To configure vSphere Lifecycle Manager to suspend virtual machines to the host memory, you must enable Quick Boot. However, you can enable Quick Boot even if you decide not to use the Suspend to memory option.
Quick Boot is supported on a limited set of hardware platforms and drivers. Quick Boot is not supported on ESXi hosts that use TPM or passthrough devices. For more information about a host's compatibility with the Quick Boot setting, see the following KB article: https://kb.vmware.com/s/article/52477.
Requirements for Using Suspend to Memory
- The host supports the suspend to memory functionality.
- Quick Boot is enabled for the cluster and the host under remediation supports Quick Boot.
- The remediation does not involve firmware upgrade.
- The host and the virtual machines meet certain requirements.
Host Requirements Virtual Machine Requirements
- The host has enough free memory.
- The host has sufficient free low memory.
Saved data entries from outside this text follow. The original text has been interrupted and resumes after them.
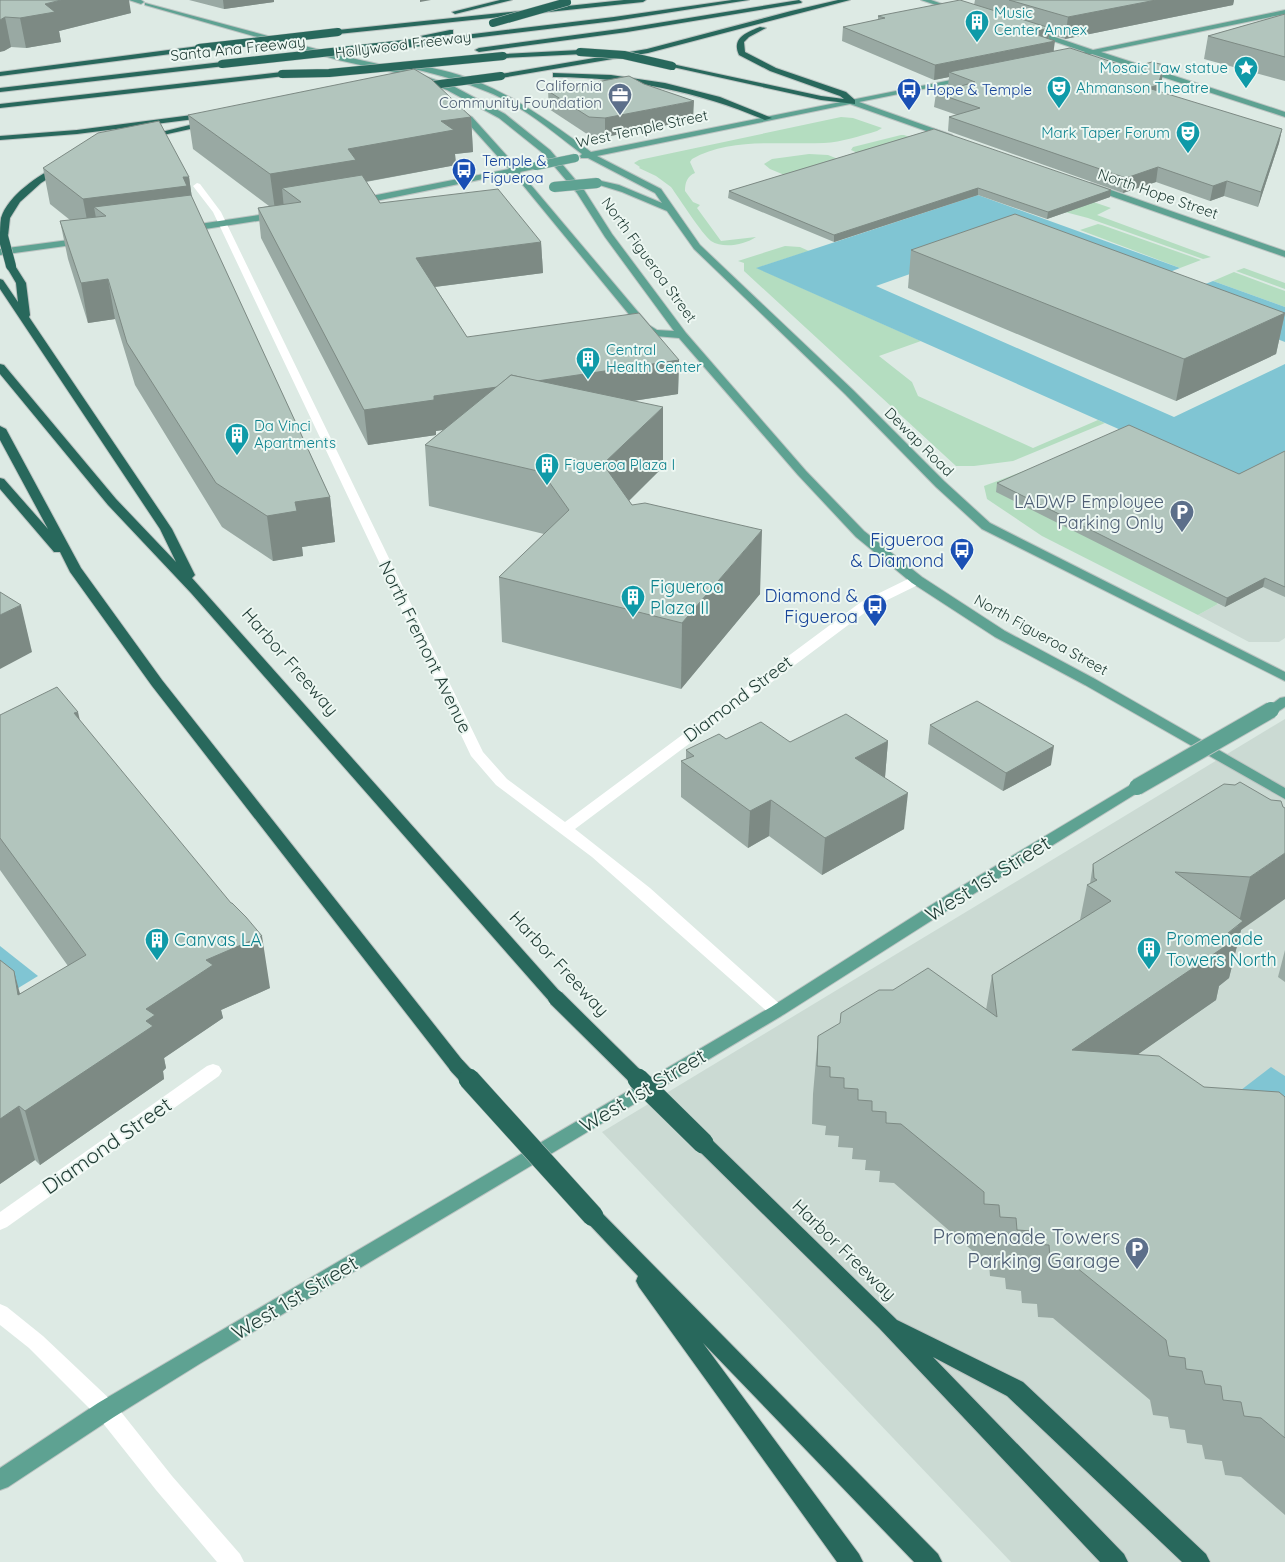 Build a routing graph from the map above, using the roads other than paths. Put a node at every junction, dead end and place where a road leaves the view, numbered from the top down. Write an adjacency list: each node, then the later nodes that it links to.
1 (132, 0): 17 (main road, North Figueroa Street)
2 (509, 0): 14 (highway)
3 (571, 0): 11 (highway, bridge)
4 (644, 0): 14 (highway)
5 (746, 0): 20 (highway, Santa Ana Freeway, bridge)
6 (808, 0): 22 (highway, Hollywood Freeway, bridge)
7 (847, 0): 23 (highway); 29 (highway)
8 (924, 0): 9 (main road)
9 (962, 12)
10 (1285, 12): 16 (main road)
11 (484, 25)
12 (475, 27): 20 (highway, bridge)
13 (1021, 29): 16 (main road)
14 (338, 32): 15 (highway, bridge)
15 (166, 52): 19 (highway); 21 (highway)
16 (1094, 52): 18 (main road); 33 (main road)
17 (341, 58): 25 (main road); 39 (main road, Dewap Road); 55 (main road, North Figueroa Street)
18 (1058, 60)
19 (13, 64)
20 (222, 64): 27 (highway, Santa Ana Freeway)
21 (0, 74)
22 (282, 74): 29 (highway, bridge); 31 (highway, Hollywood Freeway)
23 (525, 74): 26 (highway, bridge); 34 (highway)
24 (978, 76): 29 (main road, West Temple Street)
25 (400, 81)
26 (408, 86): 28 (main road)
27 (0, 90)
28 (432, 96)
29 (852, 102): 34 (main road, West Temple Street); 38 (main road)
30 (446, 104): 41 (main road)
31 (0, 106)
32 (210, 114): 36 (highway)
33 (1285, 115)
34 (768, 118): 39 (main road, West Temple Street)
35 (221, 120): 37 (highway)
36 (0, 138)
37 (133, 140)
38 (958, 140)
39 (589, 155): 41 (main road, West Temple Street, bridge); 46 (main road, Dewap Road)
40 (68, 164): 54 (highway, bridge)
41 (514, 171): 44 (main road); 45 (main road, West Temple Street)
42 (1085, 184): 52 (main road, North Hope Street)
43 (197, 186): 48 (street, North Fremont Avenue)
44 (535, 194): 46 (main road, bridge); 55 (main road)
45 (348, 203)
46 (671, 209): 63 (main road, Dewap Road)
47 (285, 214): 48 (main road)
48 (223, 224): 49 (main road); 66 (street, North Fremont Avenue)
49 (176, 230)
50 (91, 241): 51 (main road)
51 (0, 252)
52 (1285, 254)
53 (0, 282): 54 (highway)
54 (26, 319): 62 (highway)
55 (682, 334): 61 (main road, North Figueroa Street)
56 (0, 367): 62 (highway, Harbor Freeway)
57 (0, 429): 60 (highway)
58 (0, 482): 60 (highway)
59 (0, 496): 60 (highway)
60 (75, 569): 70 (highway, bridge)
61 (917, 580): 65 (main road, North Figueroa Street); 66 (street, Diamond Street)
62 (196, 590): 72 (highway, Harbor Freeway, bridge)
63 (1285, 677)
64 (1279, 708): 67 (main road, West 1st Street, bridge)
65 (1285, 794)
66 (566, 828): 67 (street, North Fremont Avenue)
67 (778, 1011): 73 (main road, West 1st Street)
68 (214, 1071): 69 (street, Diamond Street)
69 (0, 1222)
70 (615, 1238): 75 (highway); 77 (highway)
71 (0, 1313): 73 (street)
72 (886, 1322): 78 (highway, Harbor Freeway); 79 (highway)
73 (106, 1410): 74 (main road, West 1st Street); 76 (street)
74 (0, 1480)
75 (851, 1561)
76 (232, 1562)
77 (930, 1562)
78 (1116, 1562)
79 (1198, 1562)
- The host has enough free memory per NUMA node to start after a reboot.
- The host has enough reservation available
- The host does not use swapped or compressed pages of virtual machines.
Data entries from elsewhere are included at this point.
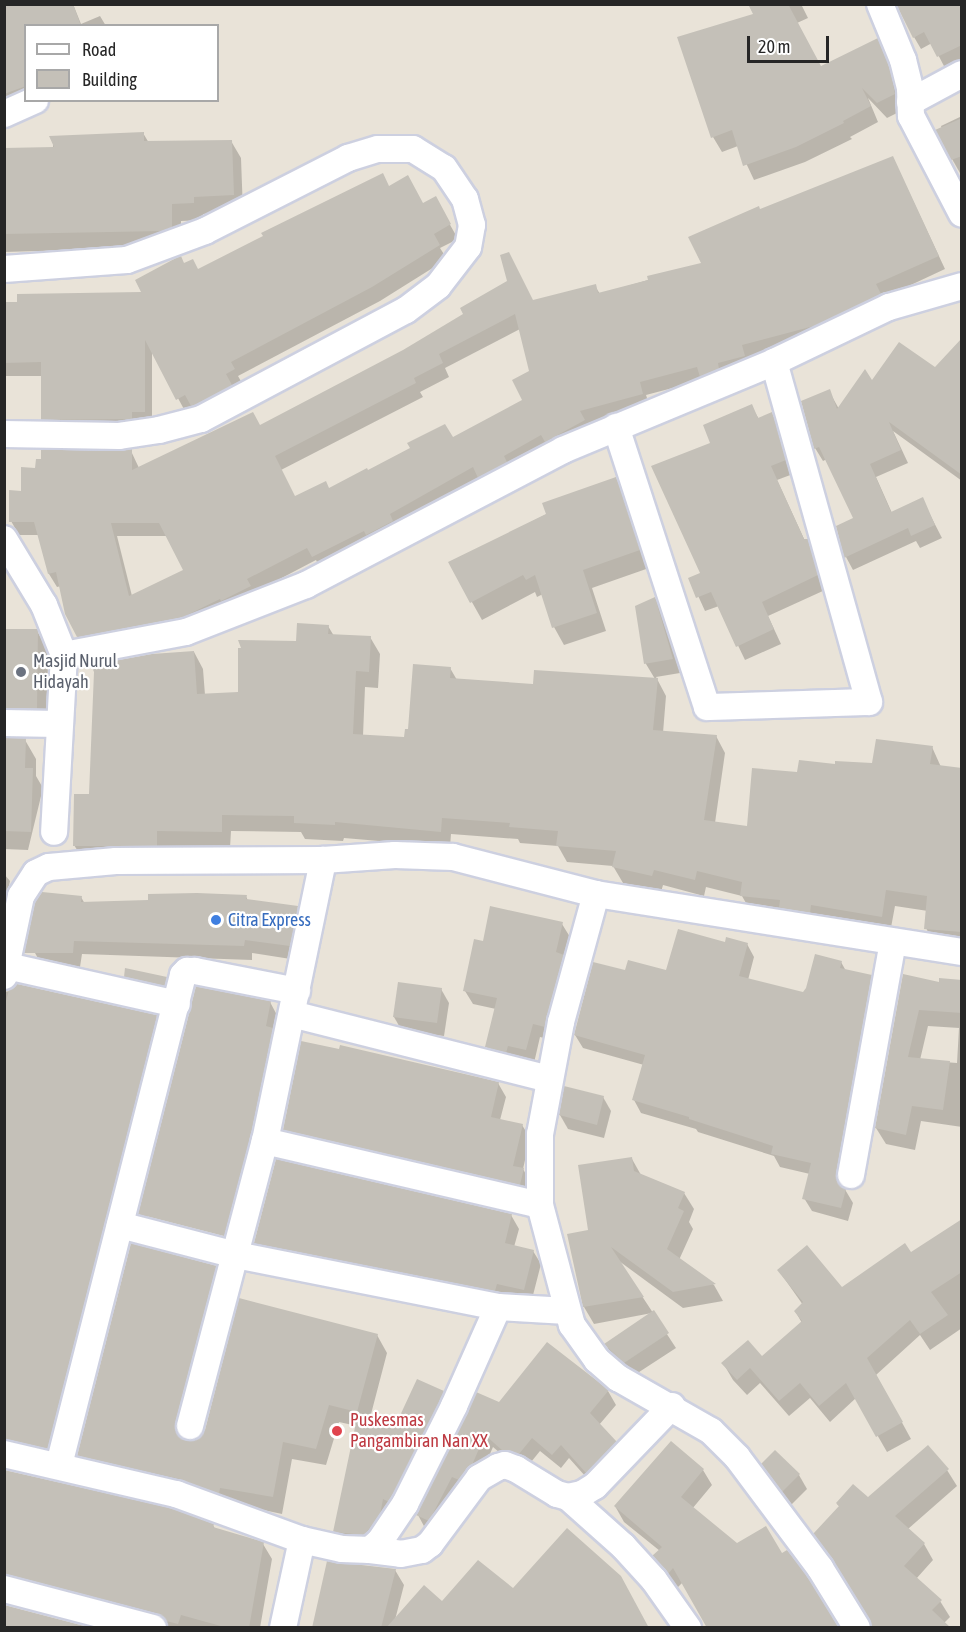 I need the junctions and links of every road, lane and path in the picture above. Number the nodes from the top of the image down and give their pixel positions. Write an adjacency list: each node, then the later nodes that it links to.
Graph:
1 (880, 4): 4 (street)
2 (962, 74): 4 (street)
3 (31, 102): 5 (street)
4 (910, 102): 6 (street)
5 (4, 114)
6 (962, 214)
7 (4, 269): 11 (street)
8 (962, 286): 9 (street)
9 (774, 362): 10 (street); 10 (street)
10 (616, 428): 13 (street)
11 (4, 434)
12 (4, 539): 13 (street)
13 (64, 655): 15 (street)
14 (4, 723): 15 (street)
15 (58, 724): 16 (street)
16 (52, 848): 17 (street); 21 (street)
17 (323, 860): 18 (street); 22 (street)
18 (596, 894): 19 (street); 24 (street)
19 (893, 942): 20 (street); 26 (street)
20 (962, 952)
21 (6, 971): 23 (street)
22 (295, 1003): 23 (street); 24 (street); 25 (street)
23 (177, 1004): 28 (street)
24 (549, 1079): 27 (street)
25 (264, 1141): 27 (street); 29 (street)
26 (851, 1175)
27 (540, 1205): 31 (street)
28 (120, 1225): 29 (street); 35 (street)
29 (236, 1255): 30 (street); 33 (street)
30 (498, 1306): 31 (street); 38 (street)
31 (567, 1311): 32 (street)
32 (672, 1406): 36 (street); 43 (street)
33 (190, 1426)
34 (4, 1454): 35 (street)
35 (59, 1465): 37 (street)
36 (568, 1497): 38 (street); 42 (street)
37 (302, 1540): 38 (street); 41 (street)
38 (370, 1550)
39 (4, 1589): 40 (street)
40 (153, 1628)
41 (283, 1628)
42 (688, 1628)
43 (857, 1628)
- The virtual machines do not have any passthrough devices.
- The virtual machines do not have latency sensitivity set to high.
- The virtual machines are not fault tolerant.
- The virtual machines are not encrypted.
- The virtual machines do not use persistent memory.
- The virtual machines do not have virtual SGX or SEV devices.
- The virtual machines do not have the suspend feature disabled.
- The virtual machines are not frozen source virtual machines during an Instant Clone operation.
Suspend to Memory and vSphere High Availability (HA)
- If you disable or reconfigure vSphere HA for the cluster during remediation, vSphere HA can no longer protect the suspended virtual machines. Before you change the vSphere HA configuration, make sure that no hosts in the cluster are in maintenance mode and the suspended virtual machines are powered on.
- If you modify the
das.failoverDelayForSuspendToMemoryVmsSecsadvanced option for vSphere HA after you configure vSphere Lifecycle Manager to use the suspend to memory option, the newly specified timeout value might not apply to the virtual machines. If you need to modify the default value of the
das.failoverDelayForSuspendToMemoryVmsSecsoption, ensure that you modify it before you start remediation to ensure that the new value is in effect.
- If the suspend to memory operation fails, vSphere HA determines the most appropriate failover host after the specified timeout value expires. The failover host might be the original host or another one.
- You must synchronize the server time for all ESXi hosts in the cluster. If the hosts are not synchronized, vSphere HA might not respect the specified timeout period and initiate failover earlier or later.